Recep Tayyip Erdoğan;” Bugün hala Atatürk’ün mirasçısı olduğu iddiasındaki CHP’nin Atatürk’le zaten çok daha önce zayıflamaya başlayan ilişkisi, 10 Kasım 1938’te tamamen kesilmiştir. Burada çok açık net bir ispatı ortaya koymak zorundayım. Atatürk ebediyete irtihal ettikten sonra, o ana kadar Türk lirası üzerinde Atatürk’ün resmi vardı. Ama Atatürk’ün irtihalinden sonra o resim paranın üzerinden kaldırılmış yerine İnönü’nün resmi konmuştur. Bunu yapan o zamanki CHP zihniyetinin ta kendisidir. Bugün Merkez Bankası’ndaki para serilerine baktığınız zmaan bunu görürsünüz. Bu tarihten sonraki CHP önce İsmet İnönü’nün sonra başına geçen genel başkanlarının CHP’si olmuştur. Bugünkü CHP’de şimdi başında bulunan zaatın CHP’sidir.
Bugün bir parti ile Atatürk arasında ilişki kurmak Gazi’ye yönelik en büyük bühtandır. Bilindiği gibi kurtuluş savaşımız başladığında ülkemizin dört bir yanında kurulan 130’a yakın müdafa-i hukuk cemiyetinin yarıya yakınının başında müftüler veya imamlar bulunuyordu.
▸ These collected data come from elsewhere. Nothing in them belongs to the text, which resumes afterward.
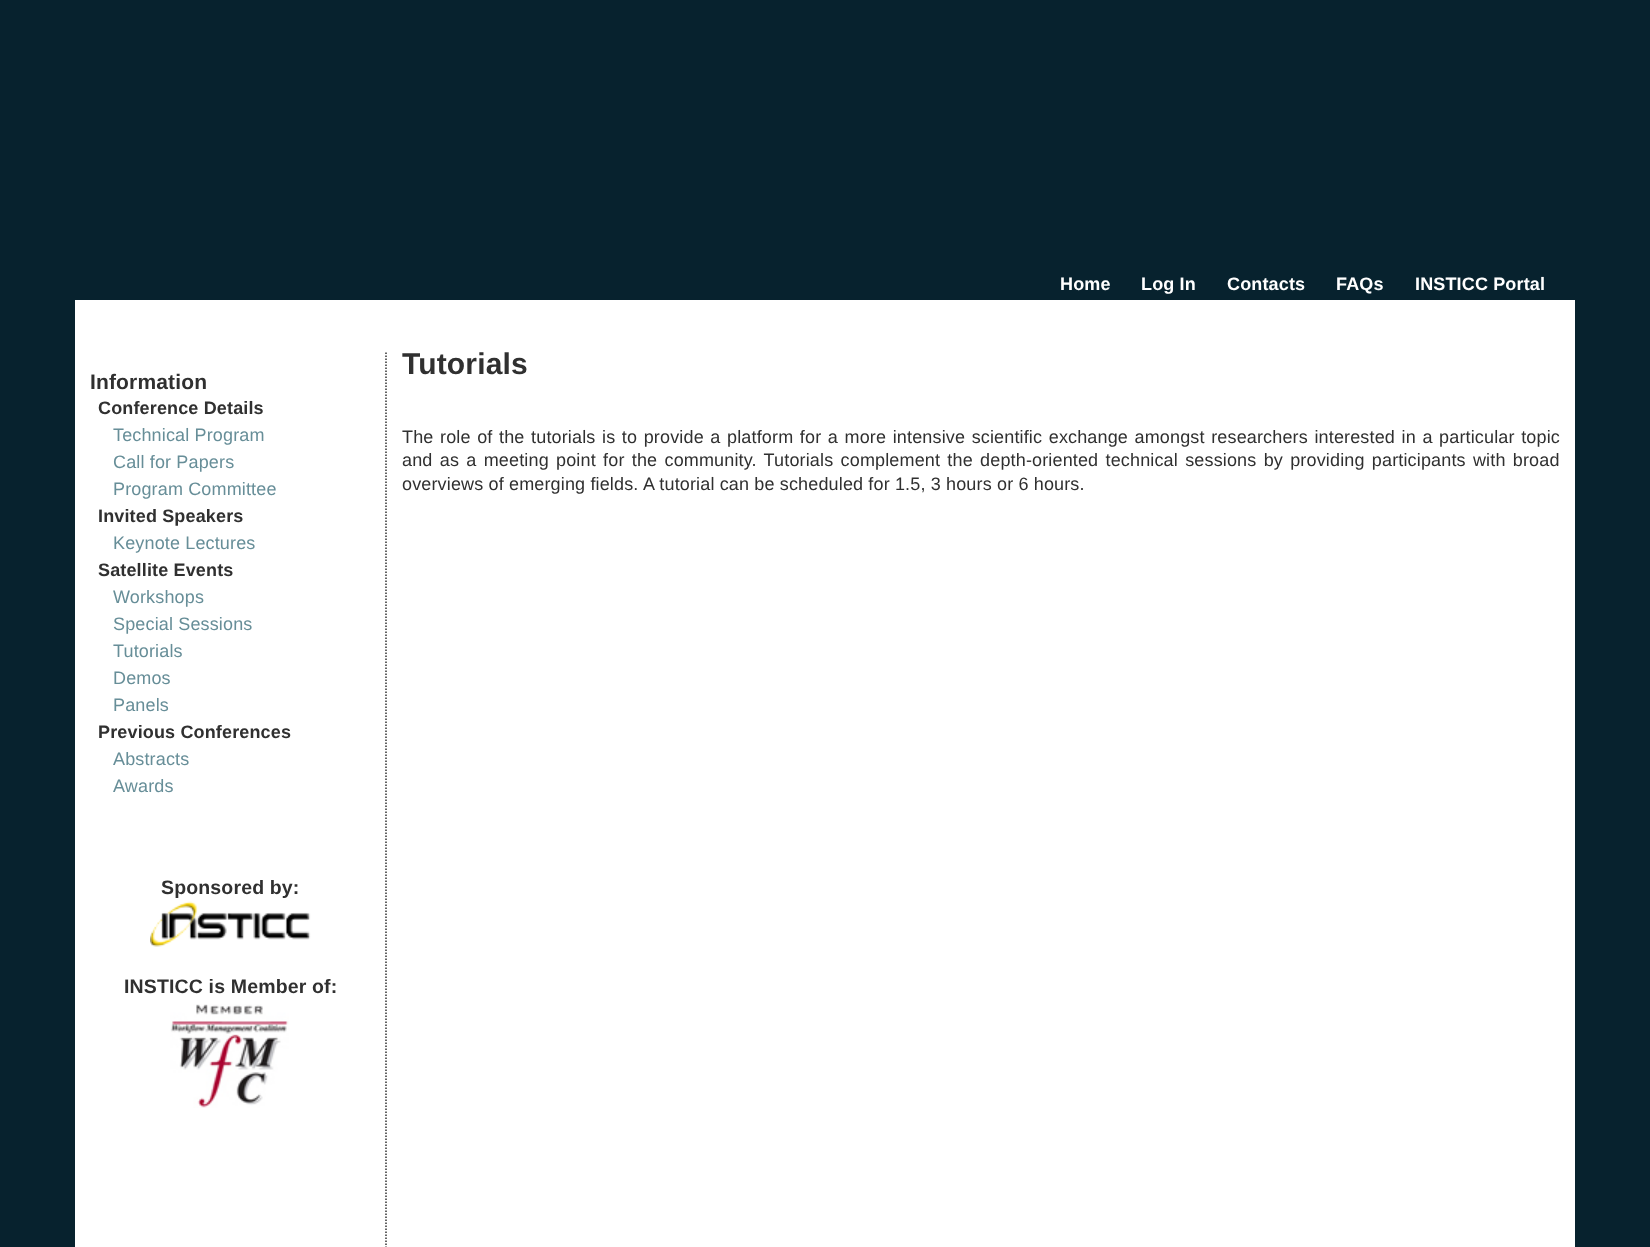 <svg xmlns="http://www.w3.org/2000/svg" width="1650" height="1247">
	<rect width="100%" height="100%" fill="#07222E" />
	<g font-family="Liberation Sans" font-size="18" font-weight="700" letter-spacing="0.15" fill="#FFFFFF">
		<text x="1060" y="290">Home</text>
		<text x="1141" y="290">Log In</text>
		<text x="1227" y="290">Contacts</text>
		<text x="1336" y="290">FAQs</text>
		<text x="1415" y="290">INSTICC Portal</text>
	</g>
	<rect x="75" y="300" width="1500" height="947" fill="#FFFFFF" />
	<text x="90" y="389" font-family="Liberation Sans" font-size="21" font-weight="700" letter-spacing="0.15" fill="#303030">Information</text>
	<text x="98" y="414" font-family="Liberation Sans" font-size="18" font-weight="700" letter-spacing="0.15" fill="#303030">Conference Details</text>
	<g font-family="Liberation Sans" font-size="18" letter-spacing="0.15" fill="#678E98">
		<text x="113" y="441">Technical Program</text>
		<text x="113" y="468">Call for Papers</text>
		<text x="113" y="495">Program Committee</text>
	</g>
	<text x="98" y="522" font-family="Liberation Sans" font-size="18" font-weight="700" letter-spacing="0.15" fill="#303030">Invited Speakers</text>
	<text x="113" y="549" font-family="Liberation Sans" font-size="18" letter-spacing="0.15" fill="#678E98">Keynote Lectures</text>
	<text x="98" y="576" font-family="Liberation Sans" font-size="18" font-weight="700" letter-spacing="0.15" fill="#303030">Satellite Events</text>
	<g font-family="Liberation Sans" font-size="18" letter-spacing="0.15" fill="#678E98">
		<text x="113" y="603">Workshops</text>
		<text x="113" y="630">Special Sessions</text>
		<text x="113" y="657">Tutorials</text>
		<text x="113" y="684">Demos</text>
		<text x="113" y="711">Panels</text>
	</g>
	<text x="98" y="738" font-family="Liberation Sans" font-size="18" font-weight="700" letter-spacing="0.15" fill="#303030">Previous Conferences</text>
	<g font-family="Liberation Sans" font-size="18" letter-spacing="0.15" fill="#678E98">
		<text x="113" y="765">Abstracts</text>
		<text x="113" y="792">Awards</text>
	</g>
	<text x="161" y="894" font-family="Liberation Sans" font-size="19.5" font-weight="700" letter-spacing="0.15" fill="#303030">Sponsored by:</text>
	<image x="150" y="901" width="161" height="46" href="assets/img1.png" />
	<text x="124" y="993" font-family="Liberation Sans" font-size="19.5" font-weight="700" letter-spacing="0.15" fill="#303030">INSTICC is Member of:</text>
	<image x="170" y="1004" width="119" height="104" href="assets/img2.png" />
	<path d="M386 352.5V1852.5" fill="none" stroke="#303030" stroke-width="1.5" stroke-dasharray="1.5 1.5" />
	<text x="402" y="374" font-family="Liberation Sans" font-size="30" font-weight="700" letter-spacing="0.15" fill="#303030">Tutorials</text>
	<g font-family="Liberation Sans" font-size="18" letter-spacing="0.15" fill="#303030">
		<text x="402" y="443" word-spacing="1.4">The role of the tutorials is to provide a platform for a more intensive scientific exchange amongst researchers interested in a particular topic</text>
		<text x="402" y="466" word-spacing="2.1">and as a meeting point for the community. Tutorials complement the depth-oriented technical sessions by providing participants with broad</text>
		<text x="402" y="490">overviews of emerging fields.</text>
		<text x="643" y="490">A tutorial can be scheduled for 1.5, 3 hours or 6 hours.</text>
	</g>
</svg>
Çünkü milletimiz Anadolu’nun işgalini sadece topraklarına, dinine, namusuna, inancına tüm kutsallarına yönelik saldırı olarak görmüş bu refleksle mücadele etmiştir. Böyle bir mücadeleye liderlik eden ismin milletin gönlünde en kıymetli yere sahip olması kadar tabii bir şey yoktur.
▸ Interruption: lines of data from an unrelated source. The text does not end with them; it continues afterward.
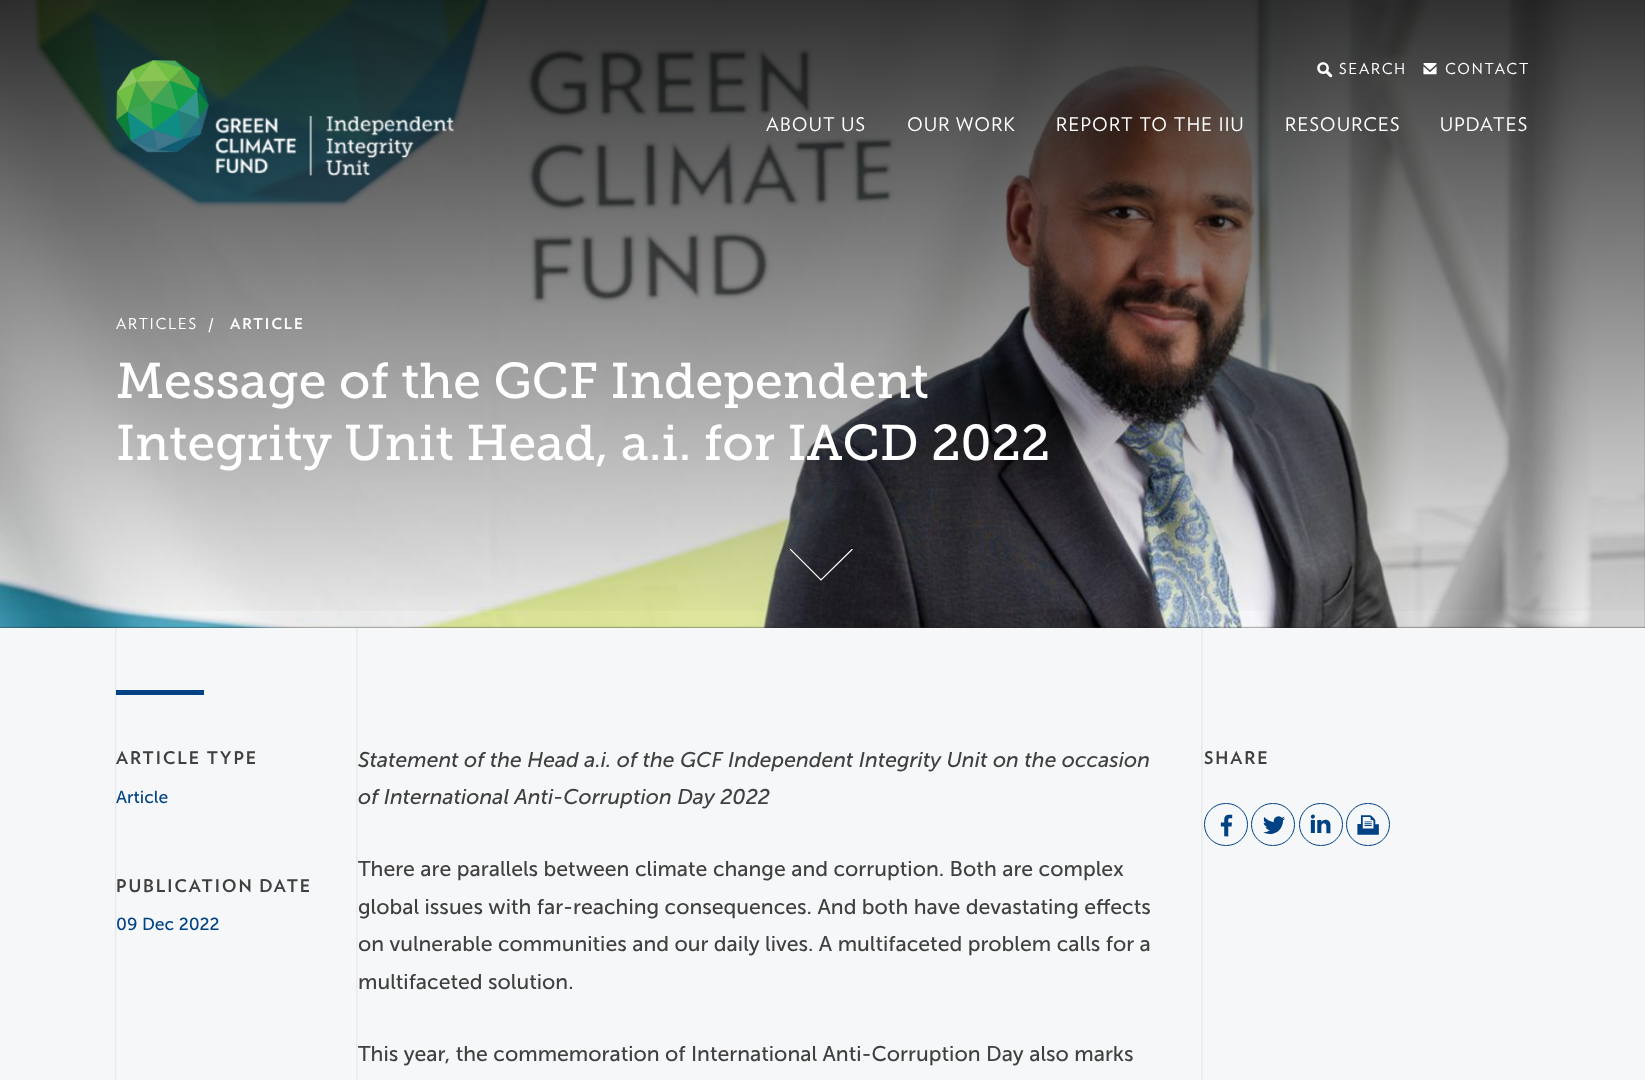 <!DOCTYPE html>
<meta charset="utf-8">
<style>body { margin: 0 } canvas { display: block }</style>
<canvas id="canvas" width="1645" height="1080"></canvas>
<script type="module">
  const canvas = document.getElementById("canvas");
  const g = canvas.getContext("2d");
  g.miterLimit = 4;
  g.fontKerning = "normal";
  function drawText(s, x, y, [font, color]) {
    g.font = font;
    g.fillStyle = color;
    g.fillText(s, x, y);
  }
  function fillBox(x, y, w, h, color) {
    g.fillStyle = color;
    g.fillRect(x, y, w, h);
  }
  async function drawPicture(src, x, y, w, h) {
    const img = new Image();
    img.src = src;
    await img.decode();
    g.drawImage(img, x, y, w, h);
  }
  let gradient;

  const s1 = ["15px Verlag", "#FFFFFF"];
  const s2 = ["18.75px Verlag", "#FFFFFF"];
  const s3 = ["bold 15px Verlag", "#FFFFFF"];
  const s4 = ["50px 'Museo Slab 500'", "#FFFFFF"];
  const s5 = ["bold 17.5px Verlag", "#404040"];
  const s6 = ["17.5px 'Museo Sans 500'", "#004284"];
  const s7 = ["italic 21.25px 'Museo Sans 500'", "#404040"];
  const s8 = ["21.25px 'Museo Sans 500'", "#404040"];

  fillBox(0, 0, 1645, 1080, "#F6F7F8");
  fillBox(0, 0, 1645, 628, "#252525");
  await drawPicture("pic6.png", 0, 0, 1645, 628);
  gradient = g.createLinearGradient(823, 0, 823, 628);
  gradient.addColorStop(0, "rgba(0, 0, 0, 0.8)");
  gradient.addColorStop(1, "rgba(0, 0, 0, 0)");
  g.fillStyle = gradient;
  g.fillRect(0, 0, 1645, 611);
  await drawPicture("pic1.png", 116, 60, 93, 93);
  await drawPicture("pic2.png", 215, 117, 82, 57);
  await drawPicture("pic3.png", 309, 116, 145, 60);
  await drawPicture("pic4.png", 1317, 62, 16, 16);
  g.letterSpacing = "1.9px";
  drawText("SEARCH", 1339, 74, s1);
  await drawPicture("pic5.png", 1423, 63, 14, 12);
  drawText("CONTACT", 1445, 74, s1);
  g.letterSpacing = "1.25px";
  drawText("ABOUT US", 766, 131, s2);
  drawText("OUR WORK", 907, 131, s2);
  drawText("REPORT TO THE IIU", 1056, 131, s2);
  drawText("RESOURCES", 1285, 131, s2);
  drawText("UPDATES", 1440, 131, s2);
  g.letterSpacing = "1.9px";
  drawText("ARTICLES", 116, 329, s1);
  drawText("/", 208, 329, s3);
  drawText("ARTICLE", 230, 329, s3);
  g.letterSpacing = "0px";
  drawText("Message of the GCF Independent", 116, 398, s4);
  drawText("Integrity Unit Head, a.i. for IACD 2022", 116, 460, s4);
  g.save();
  g.beginPath();
  g.rect(790, 549, 65, 35);
  g.clip();
  g.beginPath();
  g.moveTo(790, 549);
  g.lineTo(821, 580);
  g.lineTo(852.5, 549);
  g.strokeStyle = "#FFFFFF";
  g.lineWidth = 1.2;
  g.stroke();
  g.restore();
  await drawPicture("pic11.png", 115, 628, 1088, 452);
  fillBox(116, 690, 88, 5, "#004284");
  g.letterSpacing = "1.9px";
  drawText("ARTICLE TYPE", 116, 764, s5);
  g.letterSpacing = "0px";
  drawText("Article", 116, 803, s6);
  g.letterSpacing = "1.9px";
  drawText("PUBLICATION DATE", 116, 892, s5);
  g.letterSpacing = "0px";
  drawText("09 Dec 2022", 116, 930, s6);
  drawText("Statement of the Head a.i. of the GCF Independent Integrity Unit on the occasion", 358, 767, s7);
  drawText("of International Anti-Corruption Day 2022", 358, 804, s7);
  drawText("There are parallels between climate change and corruption. Both are complex", 358, 876, s8);
  drawText("global issues with far-reaching consequences. And both have devastating effects", 358, 914, s8);
  drawText("on vulnerable communities and our daily lives. A multifaceted problem calls for a", 358, 951, s8);
  drawText("multifaceted solution.", 358, 989, s8);
  drawText("This year, the commemoration of International Anti-Corruption Day also marks", 358, 1061, s8);
  g.letterSpacing = "1.9px";
  drawText("SHARE", 1204, 764, s5);
  g.beginPath();
  g.roundRect(1204.5, 803.5, 43, 42, 21);
  g.strokeStyle = "#004284";
  g.stroke();
  await drawPicture("pic7.png", 1220, 814, 13, 23);
  g.beginPath();
  g.roundRect(1251.5, 803.5, 43, 42, 21);
  g.stroke();
  await drawPicture("pic8.png", 1263, 816, 22, 18);
  g.beginPath();
  g.roundRect(1299.5, 803.5, 43, 42, 21);
  g.stroke();
  await drawPicture("pic9.png", 1310, 814, 21, 20);
  g.beginPath();
  g.roundRect(1346.5, 803.5, 43, 42, 21);
  g.stroke();
  await drawPicture("pic10.png", 1357, 815, 22, 20);
</script>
Geçtğimiz yüzyılın o sıkıntılı döneminde her ülkenin kendine bir lider çıkardığını ve kurtuluşu onun öncülüğünde aradığını görüyoruz. Bu liderlerden pek azı ülkesini arzu edilen zaferlerle tanıştırmış, istenen başarılara ulaştırabilmiştir. Hiç şüphe yok ki Atatürk bu liderlerden biridir. Burada sorun bir zihniyetin milletimizin istiklalinin sembolü olan Gazi Mustafa Kemal’i kendi ideolojik amaçlarına yönelik dönüştürmeye çalışmış olmasıdır. İşte bu zihniyete gösterilen tepkinin Atatürk’e de yöneltilerek zaman zaman yanlış ifadelerle, zaman zaman da yanlış anlaşılmalarla ortaya konduğu bir gerçektir. Elbette herkes gibi Atatürk’te eleştirilebilir.Yüce Allah dışında hiç kimse layüsel değildir. Ancak eleştirmek başkadır, hakkı tespit etmek başkadır. Bizim saygı sınırları içindeki eleştirilere diyecek bir şey yoktu. Hakaretamiz bir tarzda ortaya konulan ifadeleri de doğru bulmadığımızı özellikle belirtmek istiyorum. En büyük eserim dediği Cumhuriyetimize, muasır medeniyet seviyesinin üzerine çıkma mirasına sahip çıkarak Atatürk’ün mirasını ve hatırasını bu mirasçıların zulmünden kurtarıyoruz.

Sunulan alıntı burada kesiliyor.